There are moments during some births that change your world. Moments when you almost become one with the laboring woman. Pace your breathing to lead her down a calmer path. Cool her face and neck with a cold cloth and feel refreshed yourself. Look into her eyes as she is focused so completely on you that you know your soul is connected to hers.

I experienced one of these births this morning. What a blessing!

I do love birth. I love the babies, love to see them as they open their eyes and start to take in all the outside world. But I love labor and the actual birth more than anything. I love sitting with women as they labor, holding their hands, attending to them as they do the work of bringing their little baby into their arms. And I love the connection with women when you know deep in your being that you are part of something that has no words.

There is a sense of calm, sense of peace, a sense of wonder at what is happening in her body. And then comes the feeling, the sensation of knowing that her baby is coming very soon - and that's when the look in her eyes comes. She looks at you with wide eyes, deep breath, sometimes sounds, and all heart. That's when everyone and everything else in the room disappears. That's when you know you are about to witness a miracle.

Every time I am amazed and humbled at the power of birth. And I am humbled by the fact that I am allowed to participate in these miracles! I feel my heart swell a little bit larger as it envelops the glory of birth - and I can only respond with praise to the One who is Creator of us all.

Wednesday, August 24, 2011

The Challenge of the Tongue

There were certain challenges I knew I would face when becoming a midwife. There are other challenges that I just didn't expect to face at such a frequent rate - my foot in my mouth being one of them!

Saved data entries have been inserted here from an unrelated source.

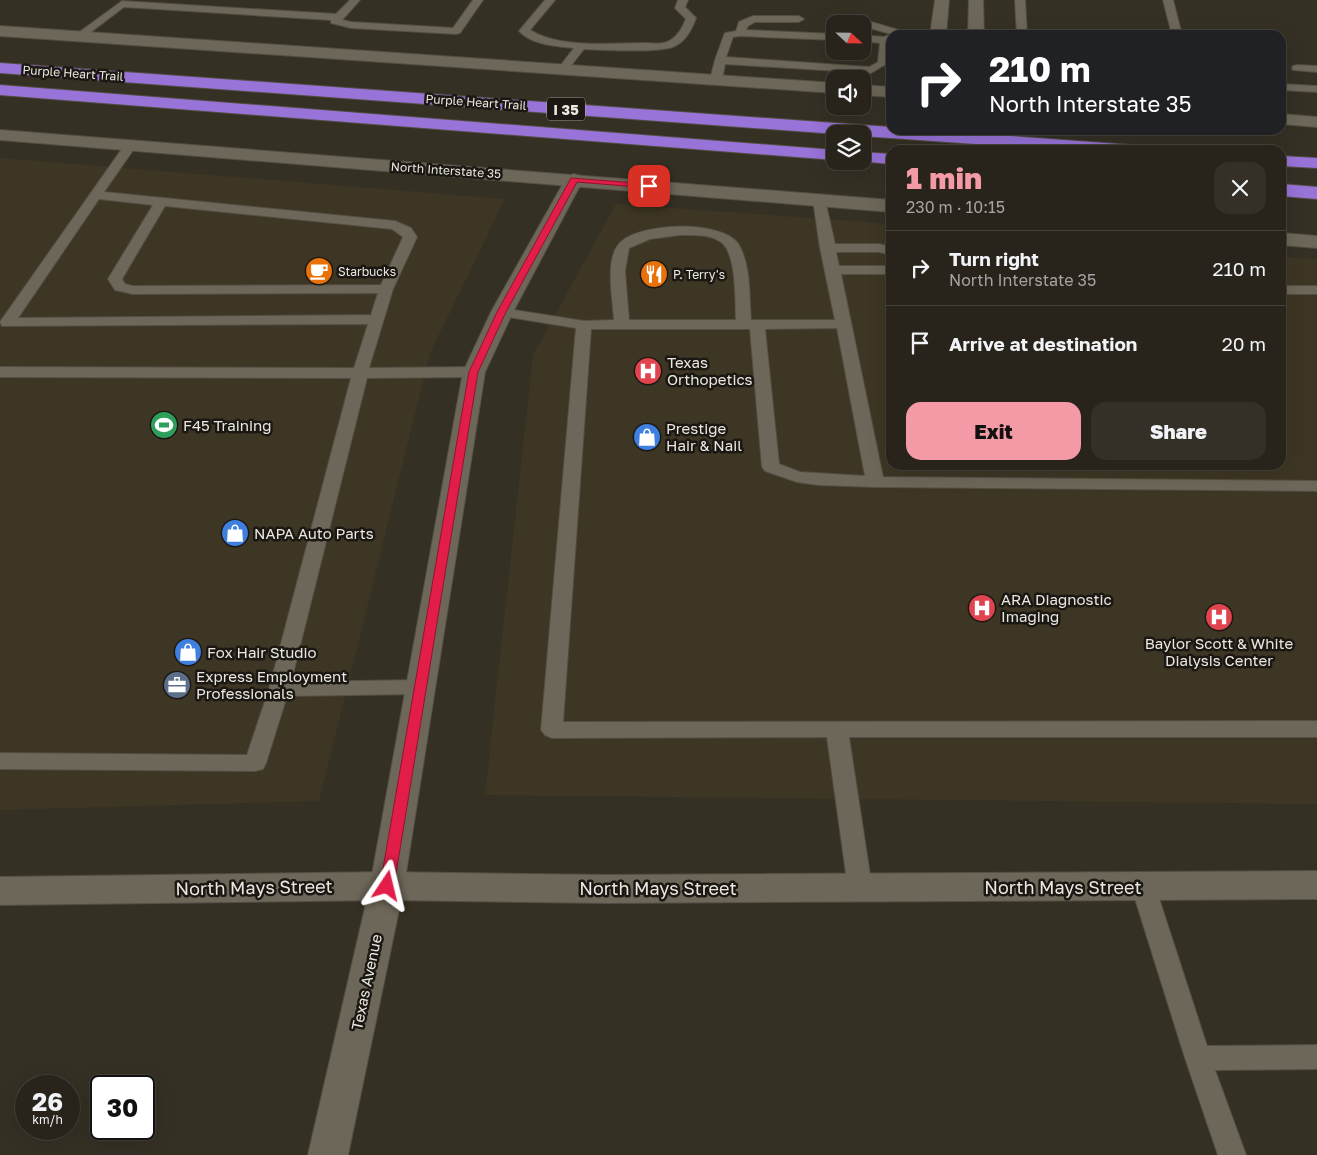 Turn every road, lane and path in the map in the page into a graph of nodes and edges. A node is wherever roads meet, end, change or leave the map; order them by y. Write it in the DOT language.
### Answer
graph roads {
  1 [pos="355,0"];
  2 [pos="478,0"];
  3 [pos="550,0"];
  4 [pos="683,0"];
  5 [pos="942,0"];
  6 [pos="976,0"];
  7 [pos="1020,0"];
  8 [pos="1168,0"];
  9 [pos="339,17"];
  10 [pos="799,19"];
  11 [pos="871,26"];
  12 [pos="939,30"];
  13 [pos="976,30"];
  14 [pos="1022,30"];
  15 [pos="1176,30"];
  16 [pos="0,31"];
  17 [pos="740,33"];
  18 [pos="886,33"];
  19 [pos="79,36"];
  20 [pos="886,36"];
  21 [pos="826,37"];
  22 [pos="871,37"];
  23 [pos="582,45"];
  24 [pos="886,55"];
  25 [pos="720,60"];
  26 [pos="0,68"];
  27 [pos="1298,68"];
  28 [pos="1317,69"];
  29 [pos="562,70"];
  30 [pos="716,80"];
  31 [pos="826,87"];
  32 [pos="1286,87"];
  33 [pos="1317,89"];
  34 [pos="0,90"];
  35 [pos="871,91"];
  36 [pos="886,92"];
  37 [pos="1286,119"];
  38 [pos="1317,122"];
  39 [pos="886,132"];
  40 [pos="0,135"];
  41 [pos="925,135"];
  42 [pos="1063,145"];
  43 [pos="130,146"];
  44 [pos="826,154"];
  45 [pos="871,158"];
  46 [pos="886,159"];
  47 [pos="1286,161"];
  48 [pos="1317,163"];
  49 [pos="574,180"];
  50 [pos="1286,190"];
  51 [pos="1317,193"];
  52 [pos="96,195"];
  53 [pos="819,200"];
  54 [pos="161,202"];
  55 [pos="886,206"];
  56 [pos="1286,239"];
  57 [pos="1317,242"];
  58 [pos="827,248"];
  59 [pos="886,250"];
  60 [pos="832,270"];
  61 [pos="886,270"];
  62 [pos="386,290"];
  63 [pos="1286,290"];
  64 [pos="1317,290"];
  65 [pos="502,312"];
  66 [pos="377,319"];
  67 [pos="751,324"];
  68 [pos="843,324"];
  69 [pos="584,325"];
  70 [pos="622,325"];
  71 [pos="4,328"];
  72 [pos="0,372"];
  73 [pos="474,372"];
  74 [pos="360,373"];
  75 [pos="875,482"];
  76 [pos="1317,486"];
  77 [pos="420,687"];
  78 [pos="279,689"];
  79 [pos="1317,729"];
  80 [pos="837,730"];
  81 [pos="0,761"];
  82 [pos="1317,885"];
  83 [pos="387,886"];
  84 [pos="1143,886"];
  85 [pos="860,888"];
  86 [pos="0,891"];
  87 [pos="1317,1057"];
  88 [pos="1198,1058"];
  89 [pos="328,1155"];
  90 [pos="1232,1155"];
  1 -- 9 [label="lane"];
  2 -- 9 [label="lane"];
  3 -- 23 [label="lane"];
  4 -- 23 [label="lane"];
  5 -- 12 [label="main road"];
  6 -- 13 [label="main road"];
  7 -- 14 [label="lane"];
  8 -- 15 [label="lane"];
  9 -- 19 [label="lane"];
  10 -- 17 [label="lane"];
  11 -- 18 [label="lane"];
  16 -- 19 [label="main road"];
  17 -- 21 [label="lane"];
  17 -- 25 [label="lane"];
  19 -- 29 [label="main road"];
  20 -- 22 [label="lane"];
  23 -- 29 [label="lane"];
  24 -- 25 [label="lane"];
  25 -- 30 [label="lane"];
  26 -- 39 [label="highway, Purple Heart Trail / I 35"];
  27 -- 28 [label="lane"];
  29 -- 30 [label="main road"];
  30 -- 31 [label="main road"];
  32 -- 33 [label="lane"];
  34 -- 44 [label="highway, Purple Heart Trail / I 35"];
  35 -- 36 [label="main road"];
  37 -- 38 [label="main road"];
  40 -- 43 [label="main road, North Interstate 35"];
  41 -- 42 [label="highway, Purple Heart Trail / I 35"];
  43 -- 49 [label="main road, North Interstate 35"];
  43 -- 52 [label="lane"];
  45 -- 46 [label="highway"];
  47 -- 48 [label="highway"];
  49 -- 53 [label="main road, North Interstate 35"];
  49 -- 65 [label="main road, Texas Avenue"];
  50 -- 51 [label="highway"];
  52 -- 54 [label="lane"];
  52 -- 71 [label="lane"];
  53 -- 55 [label="main road, North Interstate 35"];
  53 -- 58 [label="lane"];
  54 -- 62 [label="lane"];
  54 -- 62 [label="lane"];
  56 -- 57 [label="main road"];
  58 -- 59 [label="lane"];
  58 -- 60 [label="lane"];
  60 -- 61 [label="lane"];
  60 -- 68 [label="lane"];
  62 -- 66 [label="lane"];
  63 -- 64 [label="lane"];
  65 -- 69 [label="lane"];
  65 -- 73 [label="main road, Texas Avenue"];
  66 -- 71 [label="lane"];
  66 -- 74 [label="lane"];
  67 -- 68 [label="lane"];
  67 -- 70 [label="lane"];
  67 -- 70 [label="lane"];
  67 -- 75 [label="lane"];
  68 -- 75 [label="lane"];
  69 -- 70 [label="lane"];
  69 -- 80 [label="lane"];
  72 -- 74 [label="lane"];
  73 -- 74 [label="lane"];
  73 -- 77 [label="main road, Texas Avenue"];
  74 -- 78 [label="lane"];
  75 -- 76 [label="lane"];
  77 -- 78 [label="lane"];
  77 -- 83 [label="main road, Texas Avenue"];
  78 -- 81 [label="lane"];
  79 -- 80 [label="lane"];
  80 -- 85 [label="lane"];
  82 -- 84 [label="main road, North Mays Street"];
  83 -- 85 [label="main road, North Mays Street"];
  83 -- 86 [label="main road, North Mays Street"];
  83 -- 89 [label="main road, Texas Avenue"];
  84 -- 85 [label="main road, North Mays Street"];
  84 -- 88 [label="lane"];
  87 -- 88 [label="lane"];
  88 -- 90 [label="lane"];
}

Lately I have have been very convicted of my tongue. It is a message that God has been sending me for YEARS and I just keep failing over and over and over. There have been many times that I regret what I have said but there is little or no negative impact. There have been a few times when I have made comments that break that trust and relationship that I have with a woman coming to me for care. These are not comments said in anger or meant to harm, but they have possibly been spoken with the wrong motive on my part, in the wrong tone, or mainly just at the wrong time. In my mind, there has been some misunderstanding on the part of the woman, but the comment is said and the damage is done nonetheless.

How I wish I could erase these comments or at least convey my true regret and sorrow to these women for the hurt I caused. Even after heartfelt apologies, I can feel that the relationship is damaged.

I wish I had better control over my tongue - I pray for this often but not nearly enough. I ask for forgiveness and strength and wisdom to continue this path of bridling my willful tongue.